Adaptive optics (AO) has enabled in vivo imaging of the living human retina with diffraction-limited spatial resolution and thereby can image the retinal structure at the cellular level. However, AO may not readily be available for all imaging modalities, and in some cases its performance may be compromised by incomplete compensation of ocular wave aberrations. We investigate a deep learning based method to enhance spatial resolution of retinal images without or with AO. Twelve high-resolution retinal images were obtained using AO scanning laser ophthalmoscopy (AOSLO) as the ground truth. To model the image blur induced by ocular optical defects, we introduced various wave aberrations (with varying Zernike coefficients up to the 6th order). To expand the dataset, the AOSLO images were split into small patches (2820 average patches/image). With 8 different blurring kernels applied, there were 270,736 image patches for training and testing. In application of the trained networks, the corrected patches were combined to form images of their original sizes. The artificial neural network was based on a U-net architecture. We performed a 4-fold cross validation study with a quarter of images reserved for testing per cross validation. Normalized mean squared error (NMSE) and structural similarity index measure (SSIM) were calculated for the images before and after correcting for the blurring effects, using the ground truth images as reference.

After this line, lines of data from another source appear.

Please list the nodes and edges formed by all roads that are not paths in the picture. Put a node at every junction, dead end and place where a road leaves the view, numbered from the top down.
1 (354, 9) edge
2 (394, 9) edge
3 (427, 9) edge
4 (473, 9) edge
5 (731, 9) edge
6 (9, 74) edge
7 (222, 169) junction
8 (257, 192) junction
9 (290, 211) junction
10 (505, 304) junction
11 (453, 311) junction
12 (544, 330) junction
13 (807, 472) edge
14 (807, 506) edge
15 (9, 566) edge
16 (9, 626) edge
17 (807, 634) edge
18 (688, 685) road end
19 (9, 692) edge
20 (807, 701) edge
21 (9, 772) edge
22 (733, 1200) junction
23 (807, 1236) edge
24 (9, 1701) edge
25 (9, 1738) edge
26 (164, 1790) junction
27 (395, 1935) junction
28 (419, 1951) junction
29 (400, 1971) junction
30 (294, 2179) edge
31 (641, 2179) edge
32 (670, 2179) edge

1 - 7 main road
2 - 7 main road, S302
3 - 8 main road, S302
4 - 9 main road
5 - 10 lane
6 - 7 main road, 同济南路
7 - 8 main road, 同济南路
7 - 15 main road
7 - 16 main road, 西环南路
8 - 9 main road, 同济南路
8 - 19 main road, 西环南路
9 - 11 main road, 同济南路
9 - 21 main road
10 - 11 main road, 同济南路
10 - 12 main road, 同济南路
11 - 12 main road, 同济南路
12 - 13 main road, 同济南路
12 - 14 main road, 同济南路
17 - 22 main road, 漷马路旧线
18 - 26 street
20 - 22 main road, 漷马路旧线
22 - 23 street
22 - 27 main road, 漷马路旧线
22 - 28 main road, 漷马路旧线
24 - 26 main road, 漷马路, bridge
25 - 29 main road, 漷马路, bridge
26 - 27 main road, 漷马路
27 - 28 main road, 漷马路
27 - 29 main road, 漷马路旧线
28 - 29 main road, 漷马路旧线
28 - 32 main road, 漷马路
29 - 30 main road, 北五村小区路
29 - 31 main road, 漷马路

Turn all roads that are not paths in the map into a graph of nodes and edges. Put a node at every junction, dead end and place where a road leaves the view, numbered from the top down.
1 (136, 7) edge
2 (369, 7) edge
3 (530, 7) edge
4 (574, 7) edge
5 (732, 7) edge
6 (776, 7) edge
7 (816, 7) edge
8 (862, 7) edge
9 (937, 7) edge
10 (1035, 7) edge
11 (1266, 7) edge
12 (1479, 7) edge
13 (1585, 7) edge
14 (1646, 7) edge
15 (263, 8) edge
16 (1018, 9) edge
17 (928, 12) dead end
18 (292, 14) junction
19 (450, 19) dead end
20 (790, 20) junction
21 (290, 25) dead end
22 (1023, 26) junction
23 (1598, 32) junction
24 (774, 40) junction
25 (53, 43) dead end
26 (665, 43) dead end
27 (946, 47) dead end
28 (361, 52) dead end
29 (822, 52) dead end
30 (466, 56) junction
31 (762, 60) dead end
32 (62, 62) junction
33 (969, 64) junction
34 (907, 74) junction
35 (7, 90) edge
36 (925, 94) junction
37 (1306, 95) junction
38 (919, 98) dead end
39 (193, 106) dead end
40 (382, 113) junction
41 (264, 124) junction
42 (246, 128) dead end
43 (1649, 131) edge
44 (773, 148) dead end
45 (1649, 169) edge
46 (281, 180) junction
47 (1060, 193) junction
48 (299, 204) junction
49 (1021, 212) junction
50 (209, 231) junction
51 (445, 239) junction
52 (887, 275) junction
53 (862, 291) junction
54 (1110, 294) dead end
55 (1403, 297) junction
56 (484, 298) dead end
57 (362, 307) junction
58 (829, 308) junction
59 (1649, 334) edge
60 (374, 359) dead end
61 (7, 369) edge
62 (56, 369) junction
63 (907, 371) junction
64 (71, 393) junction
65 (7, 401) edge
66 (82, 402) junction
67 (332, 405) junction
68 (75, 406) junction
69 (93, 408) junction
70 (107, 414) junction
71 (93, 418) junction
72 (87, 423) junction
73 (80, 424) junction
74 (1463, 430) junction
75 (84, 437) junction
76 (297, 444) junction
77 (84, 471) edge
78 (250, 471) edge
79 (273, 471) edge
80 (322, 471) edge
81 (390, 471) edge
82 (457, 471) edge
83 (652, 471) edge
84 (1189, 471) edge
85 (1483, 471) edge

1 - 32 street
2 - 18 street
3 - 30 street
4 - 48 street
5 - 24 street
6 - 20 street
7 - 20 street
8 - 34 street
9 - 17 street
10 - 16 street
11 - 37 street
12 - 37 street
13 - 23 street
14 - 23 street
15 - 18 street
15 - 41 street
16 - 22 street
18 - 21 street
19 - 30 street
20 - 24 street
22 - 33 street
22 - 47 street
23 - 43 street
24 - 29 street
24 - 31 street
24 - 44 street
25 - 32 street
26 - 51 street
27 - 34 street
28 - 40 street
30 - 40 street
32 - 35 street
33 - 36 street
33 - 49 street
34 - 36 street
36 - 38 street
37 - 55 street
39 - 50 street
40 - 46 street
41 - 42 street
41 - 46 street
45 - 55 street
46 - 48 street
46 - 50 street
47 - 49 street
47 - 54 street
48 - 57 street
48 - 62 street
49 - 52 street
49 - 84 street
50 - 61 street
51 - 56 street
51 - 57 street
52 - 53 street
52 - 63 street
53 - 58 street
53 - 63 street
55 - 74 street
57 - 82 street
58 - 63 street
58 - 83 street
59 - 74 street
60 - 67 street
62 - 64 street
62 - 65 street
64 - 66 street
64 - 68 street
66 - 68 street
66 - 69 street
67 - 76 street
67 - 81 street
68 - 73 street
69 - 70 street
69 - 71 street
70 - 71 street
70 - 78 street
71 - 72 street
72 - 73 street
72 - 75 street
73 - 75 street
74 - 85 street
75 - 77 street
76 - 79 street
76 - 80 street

After correction, the NMSE was reduced by 51% on average, from 0.059 + 0.019 to 0.029 + 0.012. The SSIM was improved by 155% on average, from 0.22 + 0.09 to 0.56 + 0.12. The improvements were significant (by paired t-tests, p< 0.001). In another experiment, we trained the network on non-retinal images and fine-tuned on retinal images using 6-fold cross validation to explore the feasibility of applying transfer learning. Our results showed that deep learning may be useful in correcting the retinal image blur caused by aberrations. We outline the next possible phase for our work, where we intend to apply deep learning to retinal images taken without AO in order to demonstrate the removal of aberrations through processing in real-world examples.